(Collected data entries)
● ● ● ●

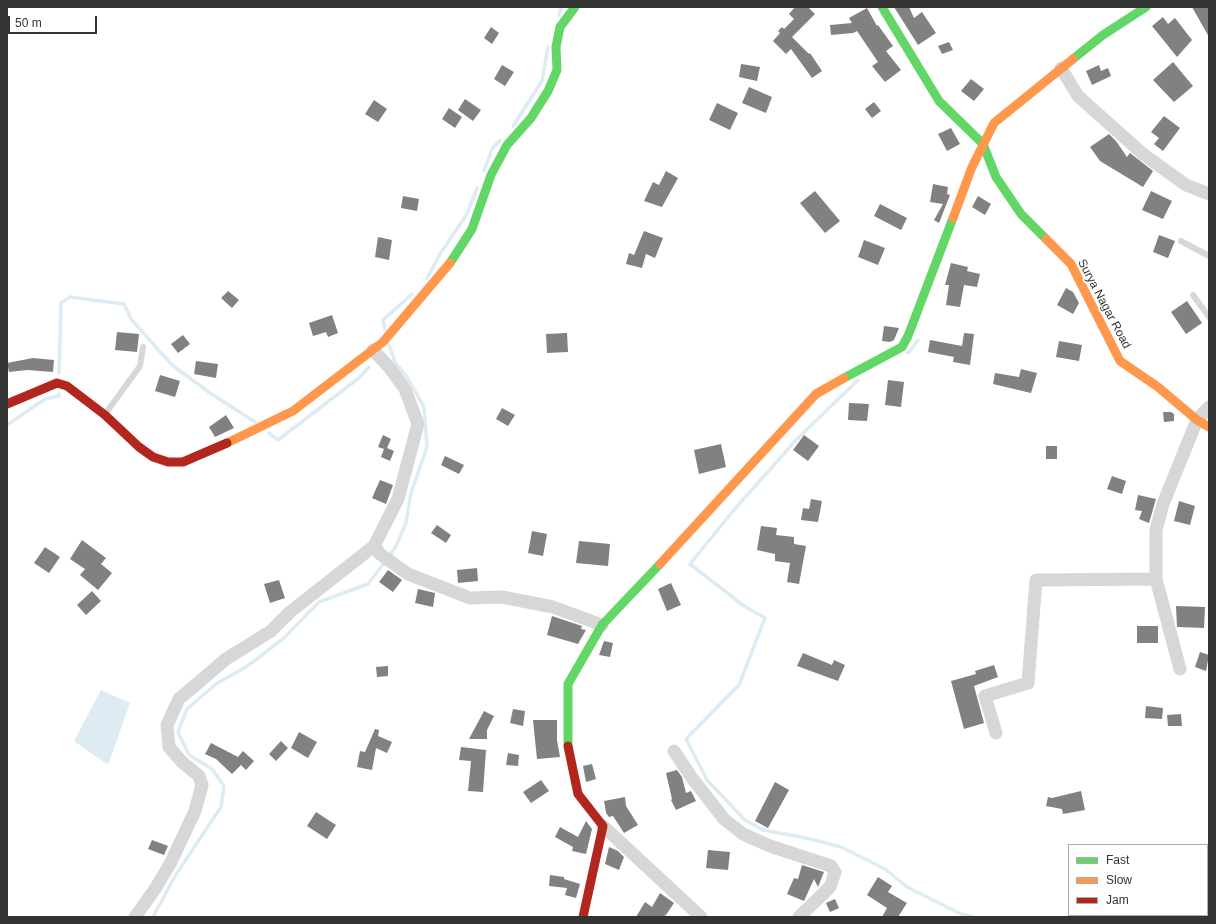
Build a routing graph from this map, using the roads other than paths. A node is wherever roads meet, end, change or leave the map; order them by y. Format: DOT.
graph roads {
  1 [pos="575,7"];
  2 [pos="882,7"];
  3 [pos="1146,7"];
  4 [pos="1061,68"];
  5 [pos="983,144"];
  6 [pos="1209,194"];
  7 [pos="1181,241"];
  8 [pos="1209,256"];
  9 [pos="1193,295"];
  10 [pos="1209,317"];
  11 [pos="378,346"];
  12 [pos="143,347"];
  13 [pos="7,404"];
  14 [pos="1209,407"];
  15 [pos="105,415"];
  16 [pos="1197,420"];
  17 [pos="1209,427"];
  18 [pos="377,550"];
  19 [pos="1156,579"];
  20 [pos="602,625"];
  21 [pos="1180,669"];
  22 [pos="996,733"];
  23 [pos="674,751"];
  24 [pos="603,826"];
  25 [pos="135,917"];
  26 [pos="583,917"];
  27 [pos="701,917"];
  28 [pos="799,917"];
  29 [pos="1145,917"];
  30 [pos="1156,917"];
  1 -- 11 [label="street"];
  2 -- 5 [label="street"];
  3 -- 4 [label="street"];
  4 -- 5 [label="street"];
  4 -- 6 [label="street"];
  5 -- 16 [label="street, Surya Nagar Road"];
  5 -- 20 [label="street"];
  7 -- 8 [label="lane"];
  9 -- 10 [label="lane"];
  11 -- 15 [label="street"];
  11 -- 18 [label="street"];
  12 -- 15 [label="lane"];
  13 -- 15 [label="street"];
  14 -- 16 [label="street"];
  16 -- 17 [label="street, Surya Nagar Road"];
  16 -- 19 [label="street"];
  18 -- 20 [label="street"];
  18 -- 25 [label="street"];
  19 -- 21 [label="street"];
  19 -- 22 [label="street"];
  20 -- 24 [label="street"];
  23 -- 28 [label="street"];
  24 -- 26 [label="street"];
  24 -- 27 [label="street"];
  29 -- 30 [label="street"];
}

● ● ● ●

» BRIEF: Your task is to list each line of the records with the word "graph".

» REPLY TO THE TASK:
Build a routing graph from this map, using the roads other than paths. A node is wherever roads meet, end, change or leave the map; order them by y. Format: DOT.
graph roads {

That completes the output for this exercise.